I have a tower that is running bridge mode with a pppoe server. Every now and then I have to reboot an AP or update its FW. Sometimes when I reboot one AP, all other AP’s pppoe sessions drop and then reconnect. Can anyone elaborate on why it might do this? The router is a 493G and AP’s are all UBNT rockets.
I don’t believe there are any loops preset but could this cause this behavior? Should I enable STP or RSTP on the bridge?
I’d try enabling RSTP on the bridge, and bridging devices..
It sounds like on every reboot the main bridge is having to relearn the network and rebuild its hosts table. If this is the case traffic will probably stop for a good 30 seconds after a reboot. If you enable RSTP this will significantly decrease the time (to micro/milliseconds) that it takes for the bridge to relearn the connected hosts. Be sure to use Rapid STP as STP takes just as long as a traditional 802.1d bridge to learn the connected devices.
If there were bridge loops you’d have consistant problems, not just on a reboot.
Thanks for the info. When you say enable RSTP on the bridge devices, do you mean the ubnt aps? I think the ubiquitis only do STP but i’ll double check. Is this as simple as turning it on in webbox? I don’t want to risk losing access to the tower RB. I am routed up to it on seperate interface but still want to play it safe. Its a long drive up there with angry clients calling if I lose access to it :-/
I am slowly converting my network to routed but its not a simple task
can you post your configs… i’m not sure I completely understand how you have this device setup. Mainly just the bridge and ppp submenus.
It could be that the MAC address of the bridge is changing due to an interface going up/down, which could also explain why all PPPoE connections are lost. If the bridge’s MAC is tied to the PPPoE server and it changes then all PPPoE connections just lost the host they were trying to reach to establish/maintain the tunnel.
In this case I’d set the bridge’s MAC address to a static MAC so its not based off of what interfaces are active in the bridge.

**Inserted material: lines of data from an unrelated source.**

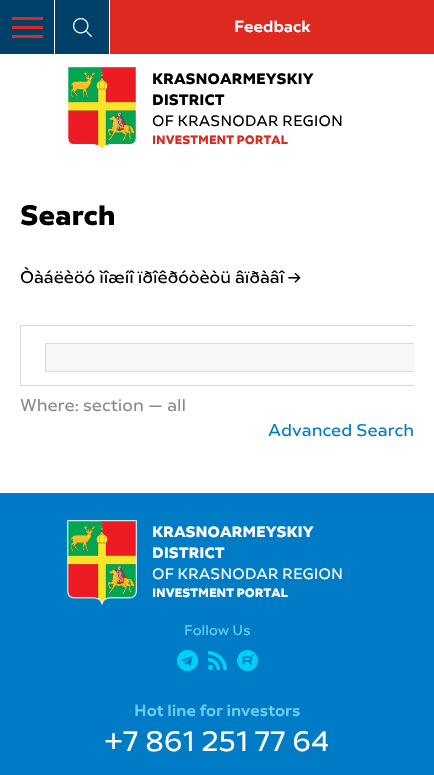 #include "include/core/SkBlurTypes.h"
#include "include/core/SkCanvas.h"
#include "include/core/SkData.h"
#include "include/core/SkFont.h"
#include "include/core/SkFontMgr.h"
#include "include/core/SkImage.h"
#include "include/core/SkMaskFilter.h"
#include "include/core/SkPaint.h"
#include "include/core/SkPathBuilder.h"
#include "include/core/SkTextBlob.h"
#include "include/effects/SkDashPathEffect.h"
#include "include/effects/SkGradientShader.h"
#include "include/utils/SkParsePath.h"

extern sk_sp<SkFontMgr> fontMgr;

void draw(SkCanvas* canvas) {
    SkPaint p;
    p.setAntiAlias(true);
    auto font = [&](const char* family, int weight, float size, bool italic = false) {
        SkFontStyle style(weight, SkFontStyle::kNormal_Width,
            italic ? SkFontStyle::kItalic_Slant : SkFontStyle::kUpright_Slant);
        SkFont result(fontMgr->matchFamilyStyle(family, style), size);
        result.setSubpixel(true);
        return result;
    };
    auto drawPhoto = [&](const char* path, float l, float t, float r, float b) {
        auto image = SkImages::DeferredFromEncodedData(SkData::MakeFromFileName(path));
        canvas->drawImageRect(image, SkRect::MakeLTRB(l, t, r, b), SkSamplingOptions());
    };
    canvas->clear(0xFFFFFFFF);
    {
        const struct { float l, t, r, b; SkColor color; } items[] = {
            {0, 0, 54, 54, 0xFF004169},
            {12, 26, 43, 29, 0xFFDE2921},
            {12, 17, 43, 20, 0xFFDE2921},
            {12, 35, 43, 38, 0xFFDE2921},
            {55, 0, 109, 54, 0xFF004169},
        };
        for (auto [l, t, r, b, color] : items) {
            p.setColor(color);
            canvas->drawRect(SkRect::MakeLTRB(l, t, r, b), p);
        }
    }
    drawPhoto("media/1.png", 73, 18, 92, 37);
    p.setColor(0xFFDE2921);
    canvas->drawRect(SkRect::MakeLTRB(110, 0, 434, 54), p);
    auto font1 = font("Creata", 500, 16);
    p.setColor(0xFFFFFFFF);
    canvas->drawString("Feedback", 234, 32, font1, p);
    drawPhoto("media/2.png", 68, 67, 136, 150);
    auto font2 = font("Creata", 700, 15);
    p.setColor(0xFF000000);
    canvas->drawString("KRASNOARMEYSKIY", 152, 84, font2, p);
    canvas->drawString("DISTRICT", 152, 105, font2, p);
    auto font3 = font("Creata", 400, 15);
    canvas->drawString("OF KRASNODAR REGION", 152, 126, font3, p);
    auto font4 = font("Creata", 700, 12);
    p.setColor(0xFFDE2921);
    canvas->drawString("INVESTMENT PORTAL", 152, 144, font4, p);
    auto font5 = font("Creata", 700, 28);
    p.setColor(0xFF000000);
    canvas->drawString("Search", 20, 225, font5, p);
    auto font6 = font("Creata", 400, 17);
    canvas->drawString("Òàáëèöó ìîæíî ïðîêðóòèòü âïðàâî →", 20, 283, font6, p);
    {
        const struct { float l, t, r, b; SkColor color; } items[] = {
            {20, 325, 414, 326, 0xFFCFD8E2},
            {20, 385, 414, 386, 0xFFCFD8E2},
            {20, 325, 21, 386, 0xFFCFD8E2},
            {46, 344, 414, 371, 0xFFF8F7F7},
        };
        for (auto [l, t, r, b, color] : items) {
            p.setColor(color);
            canvas->drawRect(SkRect::MakeLTRB(l, t, r, b), p);
        }
    }
    canvas->save();
    canvas->clipRect(SkRect::MakeLTRB(20, 266, 414, 386));
    p.setStyle(SkPaint::kStroke_Style);
    p.setStrokeWidth(1);
    p.setColor(0xFFD9D9D9);
    canvas->drawRect(SkRect::MakeLTRB(45.5f, 343.5f, 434.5f, 371.5f), p);
    canvas->restore();
    p.setStyle(SkPaint::kFill_Style);
    p.setColor(0xFF8A8A8A);
    canvas->drawString("Where: section — all", 20, 411, font6, p);
    p.setColor(0xFF007BC5);
    canvas->drawString("Advanced Search", 268, 436, font6, p);
    canvas->drawRect(SkRect::MakeLTRB(0, 493, 434, 775), p);
    drawPhoto("media/3.png", 67, 520, 137, 606);
    p.setColor(0xFFFFFFFF);
    canvas->drawString("KRASNOARMEYSKIY", 152, 537, font2, p);
    canvas->drawString("DISTRICT", 152, 558, font2, p);
    canvas->drawString("OF KRASNODAR REGION", 152, 579, font3, p);
    canvas->drawString("INVESTMENT PORTAL", 152, 597, font4, p);
    auto font7 = font("Creata", 400, 14);
    p.setColor(0xFF6DCFF6);
    canvas->drawString("Follow Us", 184, 635, font7, p);
    drawPhoto("media/4.png", 177, 650, 198, 671);
    drawPhoto("media/5.png", 208, 651, 227, 670);
    drawPhoto("media/6.png", 237, 650, 258, 671);
    canvas->drawString("Hot line for investors", 134, 716, font1, p);
    auto font8 = font("Creata", 400, 28);
    p.setColor(0xFFFFFFFF);
    canvas->drawString("+7 861 251 77 64", 104, 751, font8, p);
}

Either way you should not lose the connection to the device (enabling RSTP or setting a static/admin MAC). From what I understand you’re connecting from the WAN side of the device which is a Public IP of some sort. So you should always be able to connect to that…but if something doesn’t go as planned be prepared to take that long drive.
If the current mac is 00:11:22:AA:BB:CC set it statically to 02:11:22:AA:BB:CC.
This will keep the Bridge’s MAC from changing if the port on the bridge goes down from which it obtained its MAC address. I’d start there and see if that fixes your issue with disconnects when an AP is rebooted.
You can enable RSTP if you so choose, I have it on my networks as it speeds up the bridge learn state from ~30seconds to milliseconds. It also has some loop prevention benefits.